Sur la route RN5, Cibitoke-Bujumbura, des hommes armés et en tenues militaires ont aussi tendu une embuscade contre un véhicule de type Fuso transportant des fruits. C’était dans la soirée du 11 octobre 2016 entre la 8ème et la 9ème transversale. Selon nos sources, cette route est bien quadrillée par l’armée burundaise. Les habitants de cette localité ne comprennent pas comment une telle attaque peut se produire.
Réactions
Des bandes naissent mais sont vite démantelées
Pour Pierre Nkurikiye, porte-parole de la police, la bande qui a attaqué en zone Kibezi est la même que celle qui a tué des gens en commune Bugarama de la province Bujumbura. Après avoir tué le directeur de l’école et un vieil homme dans un bistrot et blessé trois enseignants, indique-t-il, le groupe a voulu tendre une embuscade à Kibezi contre un camion qui transportait du bétail : « Les militaires sont intervenus, et après échange des coups de feu avec les malfaiteurs, deux bandits ont été tués, un capturé et un autre a fui. » Une arme de type Kalachnikov et ses 50 cartouches, 2 grenades, 1 pistolet ont été saisis.
Lors de l’interrogatoire, la police a découvert que le bandit capturé faisait partie de la bande qui avait attaqué des commerçants à Gasanda puis démantelée par les forces de l’ordre : « Apparemment il a formé une autre bande. » Le malfaiteur est actuellement emprisonné à la prison de Bururi.
Concernant les deux personnes arrêtées à Gitega, accusées d’avoir participé à une embuscade contre un bus de l’Université Espoir d’Afrique à Songa, Pierre Nkurikiye réfute les accusations de ceux qui parlent d’une chasse à l’homme à l’encontre des membres du Fnl pro-Agathon Rwasa : « Les deux jeunes ont attaqué ce bus pour faire diversion parce qu’ils avaient attaqué, quelques jours avant, un camion-citerne transportant du carburant sans succès. » D’après Nkurikiye, l’attaque s’était passée dans la localité de Mutwenzi à 3 kilomètres du chef-lieu de la ville de Gitega.
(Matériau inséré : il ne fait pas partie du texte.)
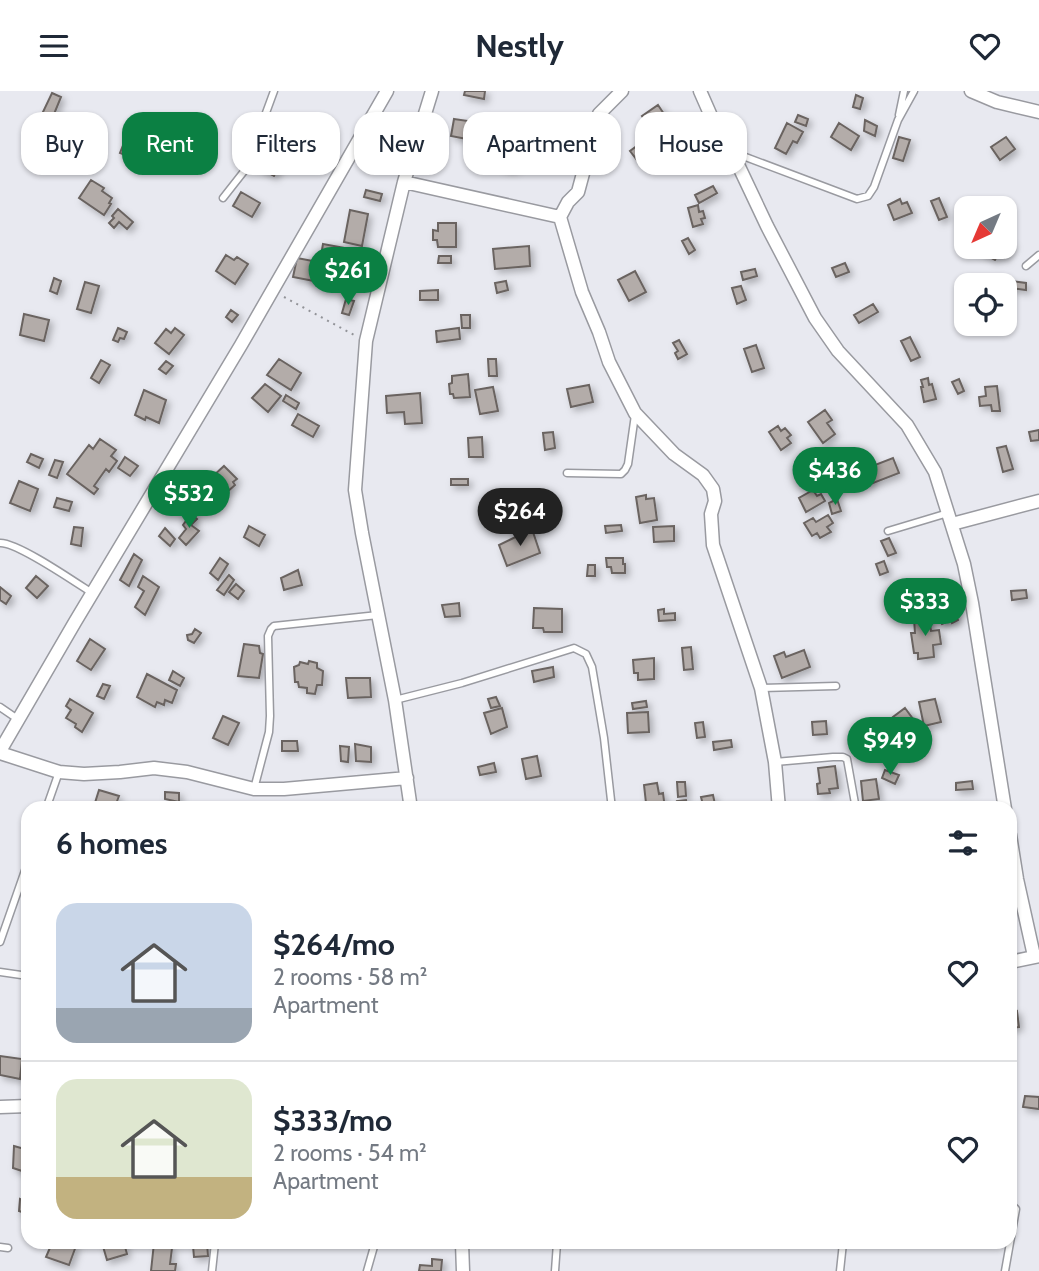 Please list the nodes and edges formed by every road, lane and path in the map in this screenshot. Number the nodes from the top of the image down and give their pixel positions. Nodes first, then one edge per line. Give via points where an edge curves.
1 (274, 91) edge
2 (387, 91) edge
3 (432, 91) edge
4 (622, 91) edge
5 (701, 91) edge
6 (904, 91) edge
7 (915, 91) edge
8 (971, 91) edge
9 (709, 112) edge
10 (1039, 112) edge
11 (898, 120) junction
12 (747, 158) edge
13 (743, 175) edge
14 (404, 182) junction
15 (223, 198) dead end
16 (560, 217) junction
17 (1039, 255) edge
18 (1026, 266) dead end
19 (273, 291) junction
20 (366, 341) junction
21 (635, 413) junction
22 (566, 473) dead end
23 (1039, 501) edge
24 (950, 518) junction
25 (888, 531) dead end
26 (0, 543) edge
27 (92, 593) junction
28 (378, 615) junction
29 (836, 686) dead end
30 (761, 688) junction
31 (395, 700) junction
32 (0, 707) edge
33 (19, 720) junction
34 (0, 752) edge
35 (775, 762) junction
36 (59, 772) junction
37 (407, 778) junction
38 (254, 789) junction
39 (50, 801) edge
40 (410, 801) edge
41 (611, 801) edge
42 (778, 801) edge
43 (855, 801) edge
44 (1004, 801) edge
45 (1017, 879) edge
46 (21, 882) edge
47 (0, 942) edge
48 (1037, 956) edge
49 (1017, 960) edge
50 (0, 971) edge
51 (21, 975) edge
52 (21, 1106) edge
53 (0, 1107) edge
54 (214, 1249) edge
55 (373, 1249) edge
56 (462, 1249) edge
57 (557, 1249) edge
58 (842, 1249) edge
59 (1009, 1249) edge
60 (212, 1271) edge
61 (367, 1271) edge
62 (463, 1271) edge
63 (555, 1271) edge
64 (840, 1271) edge
65 (1005, 1271) edge

1 - 15 lane via 245,170
2 - 19 street
3 - 14 street
4 - 16 street via 599,114 578,192
5 - 9 street
6 - 11 lane
7 - 11 lane
8 - 10 street
11 - 12 lane via 874,187 868,196 857,199
13 - 24 street via 815,318 838,351 907,425 935,472
14 - 16 street
14 - 20 street
16 - 21 street via 582,292
17 - 18 lane
19 - 20 path
19 - 27 street
20 - 28 street via 355,490
21 - 22 lane via 628,464 621,474
21 - 30 street via 713,489 713,545
23 - 24 street
24 - 25 lane
24 - 44 street via 972,603
26 - 27 lane via 34,557
27 - 33 street
28 - 31 street
28 - 38 lane via 271,629 269,733
29 - 30 lane
30 - 35 street
31 - 37 street
31 - 41 lane via 574,648 586,654 592,667
32 - 33 lane
33 - 34 street
34 - 36 street
35 - 42 street
35 - 43 lane via 847,759
36 - 38 street via 153,768
36 - 39 lane
37 - 38 street
37 - 40 street
45 - 48 street
46 - 47 lane
48 - 49 street
50 - 51 lane
52 - 53 street
54 - 60 lane
55 - 61 lane
56 - 62 street
57 - 63 lane
58 - 64 lane
59 - 65 lane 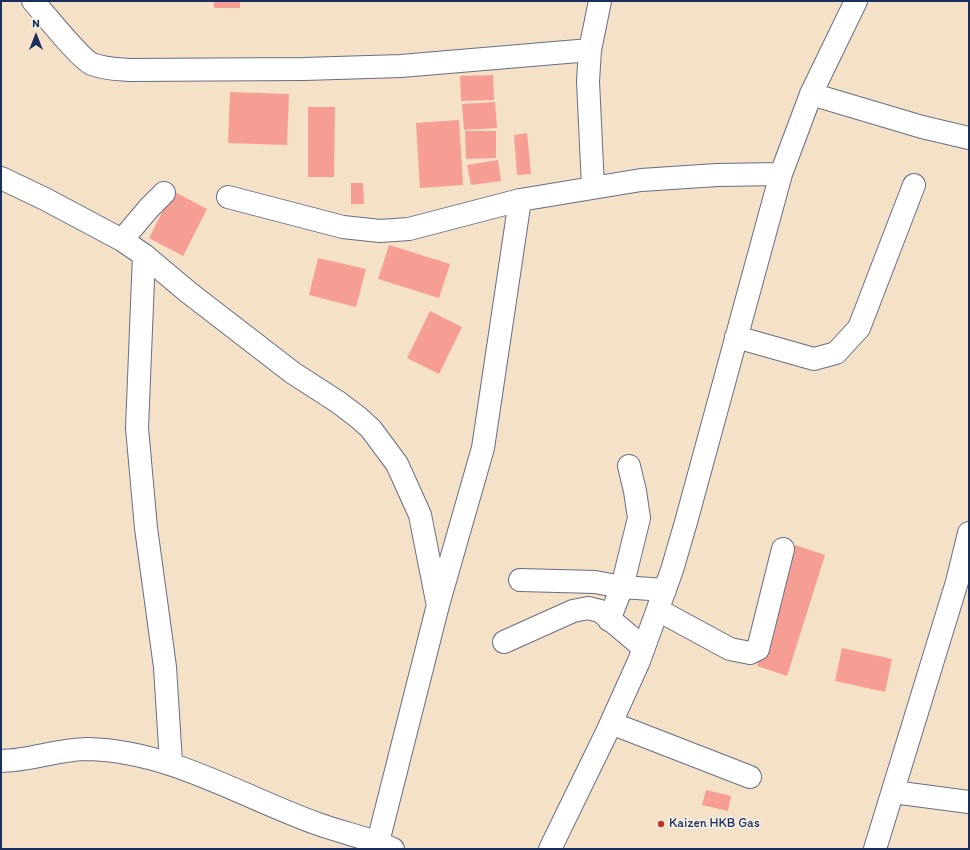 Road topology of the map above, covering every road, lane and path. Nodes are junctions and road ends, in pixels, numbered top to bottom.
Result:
1 (34, 1) edge
2 (600, 1) edge
3 (856, 1) edge
4 (590, 50) junction
5 (811, 94) junction
6 (969, 138) edge
7 (781, 174) junction
8 (1, 178) edge
9 (914, 185) dead end
10 (593, 187) junction
11 (164, 193) dead end
12 (228, 197) dead end
13 (520, 200) junction
14 (122, 240) junction
15 (144, 255) junction
16 (736, 338) junction
17 (629, 466) dead end
18 (969, 533) edge
19 (783, 549) dead end
20 (520, 580) dead end
21 (963, 584) edge
22 (622, 587) junction
23 (665, 590) junction
24 (438, 605) junction
25 (658, 610) junction
26 (609, 620) junction
27 (504, 642) dead end
28 (644, 648) junction
29 (611, 723) junction
30 (171, 763) junction
31 (5, 765) edge
32 (750, 777) dead end
33 (893, 792) junction
34 (969, 802) edge
35 (386, 845) edge
36 (550, 849) edge
37 (875, 849) edge

1 - 4 street
2 - 4 street
3 - 5 street
4 - 10 street
5 - 6 street
5 - 7 street
7 - 10 street
7 - 16 street
8 - 14 street
9 - 16 street
10 - 13 street
11 - 14 street
12 - 13 street
13 - 24 street
14 - 15 street
15 - 24 street
15 - 30 street
16 - 23 street
17 - 22 street
18 - 21 street
19 - 25 street
20 - 22 street
21 - 33 street
22 - 23 street
22 - 26 street
23 - 25 street
24 - 35 street
25 - 28 street
26 - 27 street
26 - 28 street
28 - 29 street
29 - 32 street
29 - 36 street
30 - 31 street
30 - 35 street
33 - 34 street
33 - 37 street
Le chauffeur du camion a été blessé.
Bien plus, affirme Nkurikiye, les enquêtes de la police montrent que les deux personnes s’étaient évadées de la prison centrale de Gitega : « Qu’elles soient membres du FNL n’est pas un problème de la police. Nous avons fait notre travail d’arrêter des malfaiteurs. »
A la question de savoir si la multiplication de ces embuscades (Songa, Gihanga, Mugamba, Bugarama) ne contredit pas le discours du ministère de la sécurité publique qui dit que tout va bien, Pierre Nkurikiye rétorque que des bandes naissent mais sont vite démantelées : « Sinon le Burundi serait un paradis. »
Arrêtés parce que sympathisants d’Agathon Rwasa
Térence Manirambona, député Fnl pro Rwasa élu dans la circonscription de Gitega, réfute ces assertions du porte-parole de la police. Il affirme qu’Edouard Nzambimana et Ladislas Sabokwigura sont des militants du Fnl pro Rwasa.
«Je les connais. Ce sont des démobilisés du Fnl.» Selon le député, ce n’est pas la première fois qu’ils sont arrêtés. Avant, ils étaient accusés de collecter des vivres pour des combattants mais ils ont toujours été relâchés sans passer devant le juge. «Même aujourd’hui, la police n’a pas de preuves de leur culpabilité et personne ne les charge. Il y a quelque chose qui se cache derrière.» Térence Manirambona trouve que c’est le fait d’être militants du Fnl pro Rwasa qui a motivé leur arrestation.